2) The barrel of his weapon seems very short compared to pictures I have seen of other H&K G36's. Also it's split. What practical effect does this have on the round, I assumed a longer barrel meant better accuracy?

View attachment 180578

black shabby coat, blue trousers and a Motorola? what force was he, Trumpton?
 
they aren't "loads for G36". They are ammo natures, as used in the 5.56mm carbine of choice fir whatever force in question.

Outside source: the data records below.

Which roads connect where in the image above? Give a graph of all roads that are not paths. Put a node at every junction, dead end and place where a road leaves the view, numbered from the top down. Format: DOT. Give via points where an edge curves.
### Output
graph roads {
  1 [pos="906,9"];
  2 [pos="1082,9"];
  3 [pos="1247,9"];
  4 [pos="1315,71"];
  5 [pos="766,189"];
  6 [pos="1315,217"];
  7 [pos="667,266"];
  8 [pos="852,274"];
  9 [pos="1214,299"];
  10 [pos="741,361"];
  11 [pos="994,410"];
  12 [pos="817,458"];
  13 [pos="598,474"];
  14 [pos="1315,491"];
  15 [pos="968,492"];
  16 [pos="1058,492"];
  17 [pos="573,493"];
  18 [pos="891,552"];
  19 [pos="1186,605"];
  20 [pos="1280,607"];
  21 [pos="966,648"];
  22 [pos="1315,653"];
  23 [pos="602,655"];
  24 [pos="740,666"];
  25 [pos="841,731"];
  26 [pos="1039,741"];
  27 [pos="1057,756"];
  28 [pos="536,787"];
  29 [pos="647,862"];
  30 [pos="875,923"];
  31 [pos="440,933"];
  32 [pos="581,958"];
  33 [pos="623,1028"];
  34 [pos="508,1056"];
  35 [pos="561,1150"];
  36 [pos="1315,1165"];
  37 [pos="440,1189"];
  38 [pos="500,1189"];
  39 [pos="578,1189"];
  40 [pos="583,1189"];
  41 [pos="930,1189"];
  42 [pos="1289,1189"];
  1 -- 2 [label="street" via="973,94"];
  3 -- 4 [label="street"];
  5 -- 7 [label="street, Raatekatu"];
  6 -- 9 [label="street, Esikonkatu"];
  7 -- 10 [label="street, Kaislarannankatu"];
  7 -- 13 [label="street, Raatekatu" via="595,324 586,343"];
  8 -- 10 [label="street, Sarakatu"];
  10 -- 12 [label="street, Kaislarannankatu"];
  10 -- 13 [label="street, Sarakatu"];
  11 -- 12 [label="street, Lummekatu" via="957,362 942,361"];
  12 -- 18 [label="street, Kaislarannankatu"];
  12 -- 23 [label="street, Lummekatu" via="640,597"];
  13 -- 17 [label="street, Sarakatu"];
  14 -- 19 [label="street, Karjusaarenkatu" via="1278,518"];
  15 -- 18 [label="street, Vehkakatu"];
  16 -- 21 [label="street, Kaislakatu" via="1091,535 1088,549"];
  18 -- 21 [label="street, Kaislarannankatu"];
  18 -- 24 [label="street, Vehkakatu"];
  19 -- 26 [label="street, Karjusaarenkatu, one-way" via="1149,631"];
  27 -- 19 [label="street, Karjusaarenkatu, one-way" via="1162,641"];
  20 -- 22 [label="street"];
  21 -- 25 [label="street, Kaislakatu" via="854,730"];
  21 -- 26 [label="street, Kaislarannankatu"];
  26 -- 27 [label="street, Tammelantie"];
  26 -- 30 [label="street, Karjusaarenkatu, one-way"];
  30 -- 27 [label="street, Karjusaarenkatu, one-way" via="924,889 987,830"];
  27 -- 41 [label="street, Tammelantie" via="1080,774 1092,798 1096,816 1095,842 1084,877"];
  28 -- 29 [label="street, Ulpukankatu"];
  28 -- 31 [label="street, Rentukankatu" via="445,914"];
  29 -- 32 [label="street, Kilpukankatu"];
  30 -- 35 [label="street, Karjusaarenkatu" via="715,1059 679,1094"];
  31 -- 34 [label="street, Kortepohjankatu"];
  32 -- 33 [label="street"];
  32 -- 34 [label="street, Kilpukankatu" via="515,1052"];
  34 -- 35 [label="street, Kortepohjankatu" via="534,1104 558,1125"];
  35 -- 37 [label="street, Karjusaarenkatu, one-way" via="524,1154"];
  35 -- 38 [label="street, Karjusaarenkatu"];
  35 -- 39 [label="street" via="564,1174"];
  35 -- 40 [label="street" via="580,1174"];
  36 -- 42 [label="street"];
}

They don't have separate ammo for each weapon.
Ok, the round "designated" for police use in a G36 is a 5.56 soft nose semi jacketed boat tail round.
 
Actually, the sight is dual purpose. It's a 50 m red dot on top and a 4x optics below. Common pool purchased item between 14 forces at last count. Cheapish but quite effective for plod needs. I had many possibles on range days with that piece pf kit outside of 250 m when the primary weapon qual is 100m only due to Police situational assessments as per ACPO manual.

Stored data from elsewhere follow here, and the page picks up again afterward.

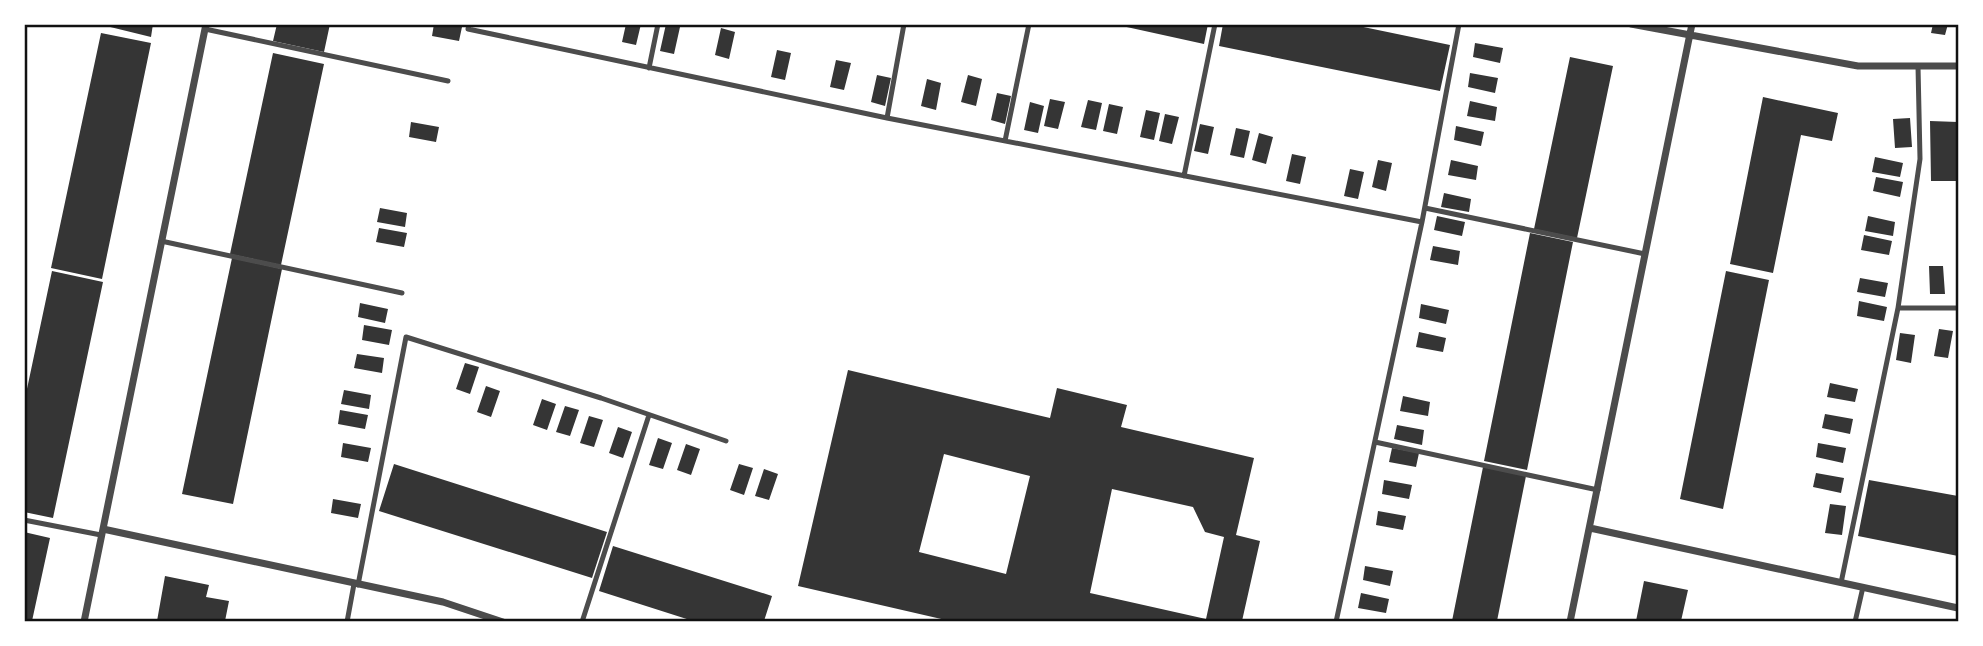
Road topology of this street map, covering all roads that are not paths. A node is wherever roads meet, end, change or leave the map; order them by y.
1 (469, 24) edge
2 (658, 24) edge
3 (904, 24) edge
4 (1029, 24) edge
5 (1215, 24) edge
6 (1459, 24) edge
7 (1631, 24) edge
8 (1692, 24) edge
9 (205, 27) edge
10 (1689, 36) junction
11 (1918, 66) junction
12 (1958, 66) edge
13 (649, 68) junction
14 (448, 81) dead end
15 (887, 118) junction
16 (1005, 141) junction
17 (1184, 176) junction
18 (1424, 208) junction
19 (1422, 222) junction
20 (162, 241) junction
21 (1645, 254) junction
22 (402, 293) dead end
23 (1898, 308) junction
24 (1958, 308) edge
25 (649, 415) junction
26 (726, 440) dead end
27 (1375, 442) junction
28 (1598, 490) junction
29 (24, 520) edge
30 (1590, 528) junction
31 (102, 532) junction
32 (1841, 583) junction
33 (356, 584) junction
34 (1863, 587) junction
35 (1958, 608) edge
36 (84, 621) edge
37 (347, 621) edge
38 (503, 621) edge
39 (582, 621) edge
40 (1336, 621) edge
41 (1570, 621) edge
42 (1855, 621) edge

1 - 13 lane
2 - 13 lane
3 - 15 lane
4 - 16 lane
5 - 17 lane
6 - 18 lane
7 - 10 street
8 - 10 street
9 - 14 lane
9 - 20 street
10 - 11 street
10 - 21 street
11 - 12 street
11 - 23 lane
13 - 15 lane
15 - 16 lane
16 - 17 lane
17 - 19 lane
18 - 19 lane
18 - 21 lane
19 - 27 lane
20 - 22 lane
20 - 31 street
21 - 28 street
23 - 24 lane
23 - 32 lane
25 - 26 lane
25 - 33 lane
25 - 39 lane
27 - 28 lane
27 - 40 lane
28 - 30 street
29 - 31 lane
30 - 32 street
30 - 41 street
31 - 33 street
31 - 36 street
32 - 34 street
33 - 37 lane
33 - 38 street
34 - 35 street
34 - 42 lane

I know exactly what it is, it's the no-cost option for Police when they order a G from HK. It's so great that any force that could find funding went for a top rail with EoTech or ACOG on it
 
I know exactly what it is, it's the no-cost option for Police when they order a G from HK. It's so great that any force that could find funding went for a top rail with EoTech or ACOG on it
You're missing my point. That sight system, whilst cheap, was and is effective. I'm no match sniper / rifle officer but I had perfect 6 week quals on that system for 3+ years with no issue according to Police standards. Mil shoots and Police shoots vastly differ.
 
You're missing my point. That sight system, whilst cheap, was and is effective. I'm no match sniper / rifle officer but I had perfect 6 week quals on that system for 3+ years with no issue according to Police standards. Mil shoots and Police shoots vastly differ.

I would say it was adequate, rather than effective. I take your point that it is acceptable for the quals but it is prone to sticking due to the very basic zeroing system.